● **Exercise aim**
In the data that follows, determine how many lines contain the word "Nrupatunga", and give only that number.
Extracted entries Start Marker
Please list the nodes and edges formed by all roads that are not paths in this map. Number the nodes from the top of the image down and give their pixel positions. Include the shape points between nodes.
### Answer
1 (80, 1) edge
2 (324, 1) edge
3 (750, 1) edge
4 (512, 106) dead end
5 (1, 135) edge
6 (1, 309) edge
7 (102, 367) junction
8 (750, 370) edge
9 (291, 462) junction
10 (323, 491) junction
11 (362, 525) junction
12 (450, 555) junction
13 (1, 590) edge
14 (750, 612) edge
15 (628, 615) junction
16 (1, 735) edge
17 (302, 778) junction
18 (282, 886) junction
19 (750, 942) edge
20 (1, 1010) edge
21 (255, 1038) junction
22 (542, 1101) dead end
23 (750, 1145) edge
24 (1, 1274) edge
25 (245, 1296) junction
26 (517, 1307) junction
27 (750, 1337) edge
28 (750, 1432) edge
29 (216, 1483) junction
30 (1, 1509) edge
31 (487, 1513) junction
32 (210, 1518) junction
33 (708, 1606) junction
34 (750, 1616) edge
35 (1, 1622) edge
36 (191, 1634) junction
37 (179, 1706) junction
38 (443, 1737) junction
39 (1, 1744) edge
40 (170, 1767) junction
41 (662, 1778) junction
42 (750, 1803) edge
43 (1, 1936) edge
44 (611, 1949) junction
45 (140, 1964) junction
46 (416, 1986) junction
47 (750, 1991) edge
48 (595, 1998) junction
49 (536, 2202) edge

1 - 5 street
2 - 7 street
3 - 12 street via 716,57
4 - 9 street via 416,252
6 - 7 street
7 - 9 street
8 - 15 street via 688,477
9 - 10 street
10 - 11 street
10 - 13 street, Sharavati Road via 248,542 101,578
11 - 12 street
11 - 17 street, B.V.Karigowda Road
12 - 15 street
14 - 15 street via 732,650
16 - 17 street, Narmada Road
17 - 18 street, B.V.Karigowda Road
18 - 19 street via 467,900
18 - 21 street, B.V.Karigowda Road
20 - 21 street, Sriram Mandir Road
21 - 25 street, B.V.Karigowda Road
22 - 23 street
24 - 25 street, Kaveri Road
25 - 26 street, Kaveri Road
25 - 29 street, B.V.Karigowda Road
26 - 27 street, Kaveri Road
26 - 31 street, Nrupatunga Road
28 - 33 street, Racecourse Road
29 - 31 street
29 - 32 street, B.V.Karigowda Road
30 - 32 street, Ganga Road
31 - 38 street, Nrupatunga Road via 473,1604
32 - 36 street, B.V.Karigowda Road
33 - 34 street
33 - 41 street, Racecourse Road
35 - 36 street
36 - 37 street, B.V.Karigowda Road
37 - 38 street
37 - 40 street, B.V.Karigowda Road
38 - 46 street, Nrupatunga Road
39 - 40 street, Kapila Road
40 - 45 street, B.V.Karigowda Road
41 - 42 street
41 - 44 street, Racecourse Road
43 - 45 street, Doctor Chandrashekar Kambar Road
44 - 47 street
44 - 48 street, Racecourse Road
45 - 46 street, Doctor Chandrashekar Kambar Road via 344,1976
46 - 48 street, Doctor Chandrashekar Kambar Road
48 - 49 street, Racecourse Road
Extracted entries End Marker
● **Task solution**
3